We discovered this Savoyard dish on a week-long visit to Chamonix a few years back. I made it a few times at home, trying to find the right substitute for the Reblochon cheese ( which you cannot buy in the US because it is unpasteurized). Gruyère is acceptable, as is raclette, but not authentic in taste. But recently our guide from the Tour du Mont Blanc trek, knowing how much I like Tartiflette, sent me a whole Reblochon wheel (weighing 450g, so not huge). So before the weather turned too warm for this "winter food", I made the dish for dinner last night. It was every bit as wonderful as what we had in Chamonix.

With apologies to vegetarians and anyone who follows a Kosher or Halal diet, I will share the late Anthony Bourdain's recipe, which I modify a bit in execution but not in ingredients.

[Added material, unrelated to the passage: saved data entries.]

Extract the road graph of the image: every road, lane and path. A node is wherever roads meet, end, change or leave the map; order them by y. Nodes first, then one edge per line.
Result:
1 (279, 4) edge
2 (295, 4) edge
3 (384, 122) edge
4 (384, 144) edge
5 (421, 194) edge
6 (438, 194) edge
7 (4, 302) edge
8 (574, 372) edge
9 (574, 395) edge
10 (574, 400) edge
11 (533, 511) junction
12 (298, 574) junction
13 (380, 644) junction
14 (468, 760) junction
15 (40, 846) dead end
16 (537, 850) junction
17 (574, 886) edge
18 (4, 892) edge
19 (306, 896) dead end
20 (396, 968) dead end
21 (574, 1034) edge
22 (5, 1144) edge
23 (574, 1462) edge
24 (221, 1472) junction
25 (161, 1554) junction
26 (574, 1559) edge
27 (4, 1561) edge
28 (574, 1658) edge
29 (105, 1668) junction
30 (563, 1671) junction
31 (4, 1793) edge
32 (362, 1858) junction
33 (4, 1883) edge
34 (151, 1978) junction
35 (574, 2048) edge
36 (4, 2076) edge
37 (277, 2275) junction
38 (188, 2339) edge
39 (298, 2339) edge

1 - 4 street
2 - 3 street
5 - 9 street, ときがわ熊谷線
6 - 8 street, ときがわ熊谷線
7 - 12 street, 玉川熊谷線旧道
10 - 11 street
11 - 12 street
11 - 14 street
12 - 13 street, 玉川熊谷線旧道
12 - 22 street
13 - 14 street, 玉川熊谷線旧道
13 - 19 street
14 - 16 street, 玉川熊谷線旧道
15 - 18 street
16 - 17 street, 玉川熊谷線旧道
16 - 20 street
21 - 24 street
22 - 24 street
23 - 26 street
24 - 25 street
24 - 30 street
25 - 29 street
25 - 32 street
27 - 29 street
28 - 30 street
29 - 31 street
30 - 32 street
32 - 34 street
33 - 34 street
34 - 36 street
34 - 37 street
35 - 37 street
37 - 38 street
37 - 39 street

https://www.foodandwine.com/recipes/tartiflette

Posted by
3904 posts

I don't recall seeing taleggio in my visits to the US but if it is then I would consider it a suitable alternative to reblochon.

Posted by
11676 posts

Good suggestion. I see Taleggio is made from pasteurized milk, and is available from some online sources here in the US. I can check with the specialty cheese shops in Seattle.

Posted by
570 posts

What a coincidence, I made tartiflette last night for dinner, too! First tasted it in Samoëns while at a stage of the Tour de France in 2006. I do use taleggio which I find at Whole Foods and our local cheese stores. Potatoes, bacon, onions, cheese and a splash of white wine... mmm.

Posted by
16743 posts

Lola, I'm living proof that we have access to an excellent cheese selection in Seattle, a lot of it distributed by Peterson Cheese. You'll certainly find Taleggio next time without much trouble.

Posted by
570 posts

Another thought on the Reblochon substitute... have you tried Délice du Jura? I was just at my cheese store and they suggested it as an alternative. Made in the same area, using similar production. It tasted similar to Reblochon, as far as I remember it. I’m in California, so probably your cheese stores have access to the same regional importers as ours do.

Posted by
11676 posts

I just had some of the leftovers for lunch. It is so rich, I just had a bit with a pile of arugula.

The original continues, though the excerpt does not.